BEGIN Excerpted data

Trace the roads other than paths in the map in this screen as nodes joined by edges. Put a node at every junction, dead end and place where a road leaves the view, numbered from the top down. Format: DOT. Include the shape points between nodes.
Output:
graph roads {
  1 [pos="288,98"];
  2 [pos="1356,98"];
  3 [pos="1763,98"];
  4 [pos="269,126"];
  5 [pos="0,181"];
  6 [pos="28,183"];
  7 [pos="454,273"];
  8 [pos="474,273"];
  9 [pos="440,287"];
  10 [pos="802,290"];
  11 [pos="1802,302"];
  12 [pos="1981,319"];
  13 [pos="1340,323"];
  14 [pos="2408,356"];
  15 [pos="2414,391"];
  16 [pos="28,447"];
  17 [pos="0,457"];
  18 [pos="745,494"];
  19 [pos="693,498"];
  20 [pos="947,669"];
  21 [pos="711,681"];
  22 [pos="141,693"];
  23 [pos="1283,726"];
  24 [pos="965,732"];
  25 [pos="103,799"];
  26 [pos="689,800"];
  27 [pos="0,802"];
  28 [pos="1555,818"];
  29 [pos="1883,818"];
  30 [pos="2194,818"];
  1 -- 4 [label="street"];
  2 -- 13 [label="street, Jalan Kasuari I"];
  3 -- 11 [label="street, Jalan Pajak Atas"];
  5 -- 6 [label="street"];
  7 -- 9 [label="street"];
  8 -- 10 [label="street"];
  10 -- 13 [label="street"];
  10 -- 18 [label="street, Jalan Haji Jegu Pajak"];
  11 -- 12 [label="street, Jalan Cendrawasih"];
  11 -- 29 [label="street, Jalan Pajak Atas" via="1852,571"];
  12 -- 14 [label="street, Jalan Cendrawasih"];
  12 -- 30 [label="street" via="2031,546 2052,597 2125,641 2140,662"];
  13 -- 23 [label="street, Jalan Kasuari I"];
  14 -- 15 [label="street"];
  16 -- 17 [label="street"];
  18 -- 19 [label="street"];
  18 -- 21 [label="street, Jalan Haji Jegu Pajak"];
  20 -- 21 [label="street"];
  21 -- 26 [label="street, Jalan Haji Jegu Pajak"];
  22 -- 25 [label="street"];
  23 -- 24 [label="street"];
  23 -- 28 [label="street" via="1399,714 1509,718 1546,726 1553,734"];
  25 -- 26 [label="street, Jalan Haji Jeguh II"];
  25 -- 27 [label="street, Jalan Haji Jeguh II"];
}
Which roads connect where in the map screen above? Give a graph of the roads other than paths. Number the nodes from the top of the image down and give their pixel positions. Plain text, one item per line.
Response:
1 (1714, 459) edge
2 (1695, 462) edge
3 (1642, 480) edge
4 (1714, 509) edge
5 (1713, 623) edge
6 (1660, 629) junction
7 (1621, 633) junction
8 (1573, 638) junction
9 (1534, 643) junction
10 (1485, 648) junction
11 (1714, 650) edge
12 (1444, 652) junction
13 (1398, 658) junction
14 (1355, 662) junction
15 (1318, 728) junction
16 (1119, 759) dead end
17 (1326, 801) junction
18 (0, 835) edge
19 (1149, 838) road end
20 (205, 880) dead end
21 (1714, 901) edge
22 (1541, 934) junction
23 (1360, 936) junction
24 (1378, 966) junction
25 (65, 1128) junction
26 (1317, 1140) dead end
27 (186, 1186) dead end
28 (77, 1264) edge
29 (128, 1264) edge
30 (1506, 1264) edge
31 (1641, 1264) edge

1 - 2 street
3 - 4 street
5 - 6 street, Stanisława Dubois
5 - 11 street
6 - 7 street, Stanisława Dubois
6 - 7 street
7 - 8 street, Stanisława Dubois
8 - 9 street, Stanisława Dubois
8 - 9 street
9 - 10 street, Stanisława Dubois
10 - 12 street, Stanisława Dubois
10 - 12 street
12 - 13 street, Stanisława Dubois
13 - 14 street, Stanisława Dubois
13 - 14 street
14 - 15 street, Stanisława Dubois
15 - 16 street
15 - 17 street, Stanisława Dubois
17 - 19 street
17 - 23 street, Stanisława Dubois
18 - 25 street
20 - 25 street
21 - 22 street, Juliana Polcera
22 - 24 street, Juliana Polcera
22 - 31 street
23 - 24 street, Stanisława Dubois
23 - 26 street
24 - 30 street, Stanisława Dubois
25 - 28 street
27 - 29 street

END Excerpted data

» What you are asked to do: Would you copy out all of the entries exactly?

» Output for this task:
Trace the roads other than paths in the map in this screen as nodes joined by edges. Put a node at every junction, dead end and place where a road leaves the view, numbered from the top down. Format: DOT. Include the shape points between nodes.
Output:
graph roads {
  1 [pos="288,98"];
  2 [pos="1356,98"];
  3 [pos="1763,98"];
  4 [pos="269,126"];
  5 [pos="0,181"];
  6 [pos="28,183"];
  7 [pos="454,273"];
  8 [pos="474,273"];
  9 [pos="440,287"];
  10 [pos="802,290"];
  11 [pos="1802,302"];
  12 [pos="1981,319"];
  13 [pos="1340,323"];
  14 [pos="2408,356"];
  15 [pos="2414,391"];
  16 [pos="28,447"];
  17 [pos="0,457"];
  18 [pos="745,494"];
  19 [pos="693,498"];
  20 [pos="947,669"];
  21 [pos="711,681"];
  22 [pos="141,693"];
  23 [pos="1283,726"];
  24 [pos="965,732"];
  25 [pos="103,799"];
  26 [pos="689,800"];
  27 [pos="0,802"];
  28 [pos="1555,818"];
  29 [pos="1883,818"];
  30 [pos="2194,818"];
  1 -- 4 [label="street"];
  2 -- 13 [label="street, Jalan Kasuari I"];
  3 -- 11 [label="street, Jalan Pajak Atas"];
  5 -- 6 [label="street"];
  7 -- 9 [label="street"];
  8 -- 10 [label="street"];
  10 -- 13 [label="street"];
  10 -- 18 [label="street, Jalan Haji Jegu Pajak"];
  11 -- 12 [label="street, Jalan Cendrawasih"];
  11 -- 29 [label="street, Jalan Pajak Atas" via="1852,571"];
  12 -- 14 [label="street, Jalan Cendrawasih"];
  12 -- 30 [label="street" via="2031,546 2052,597 2125,641 2140,662"];
  13 -- 23 [label="street, Jalan Kasuari I"];
  14 -- 15 [label="street"];
  16 -- 17 [label="street"];
  18 -- 19 [label="street"];
  18 -- 21 [label="street, Jalan Haji Jegu Pajak"];
  20 -- 21 [label="street"];
  21 -- 26 [label="street, Jalan Haji Jegu Pajak"];
  22 -- 25 [label="street"];
  23 -- 24 [label="street"];
  23 -- 28 [label="street" via="1399,714 1509,718 1546,726 1553,734"];
  25 -- 26 [label="street, Jalan Haji Jeguh II"];
  25 -- 27 [label="street, Jalan Haji Jeguh II"];
}
Which roads connect where in the map screen above? Give a graph of the roads other than paths. Number the nodes from the top of the image down and give their pixel positions. Plain text, one item per line.
Response:
1 (1714, 459) edge
2 (1695, 462) edge
3 (1642, 480) edge
4 (1714, 509) edge
5 (1713, 623) edge
6 (1660, 629) junction
7 (1621, 633) junction
8 (1573, 638) junction
9 (1534, 643) junction
10 (1485, 648) junction
11 (1714, 650) edge
12 (1444, 652) junction
13 (1398, 658) junction
14 (1355, 662) junction
15 (1318, 728) junction
16 (1119, 759) dead end
17 (1326, 801) junction
18 (0, 835) edge
19 (1149, 838) road end
20 (205, 880) dead end
21 (1714, 901) edge
22 (1541, 934) junction
23 (1360, 936) junction
24 (1378, 966) junction
25 (65, 1128) junction
26 (1317, 1140) dead end
27 (186, 1186) dead end
28 (77, 1264) edge
29 (128, 1264) edge
30 (1506, 1264) edge
31 (1641, 1264) edge

1 - 2 street
3 - 4 street
5 - 6 street, Stanisława Dubois
5 - 11 street
6 - 7 street, Stanisława Dubois
6 - 7 street
7 - 8 street, Stanisława Dubois
8 - 9 street, Stanisława Dubois
8 - 9 street
9 - 10 street, Stanisława Dubois
10 - 12 street, Stanisława Dubois
10 - 12 street
12 - 13 street, Stanisława Dubois
13 - 14 street, Stanisława Dubois
13 - 14 street
14 - 15 street, Stanisława Dubois
15 - 16 street
15 - 17 street, Stanisława Dubois
17 - 19 street
17 - 23 street, Stanisława Dubois
18 - 25 street
20 - 25 street
21 - 22 street, Juliana Polcera
22 - 24 street, Juliana Polcera
22 - 31 street
23 - 24 street, Stanisława Dubois
23 - 26 street
24 - 30 street, Stanisława Dubois
25 - 28 street
27 - 29 street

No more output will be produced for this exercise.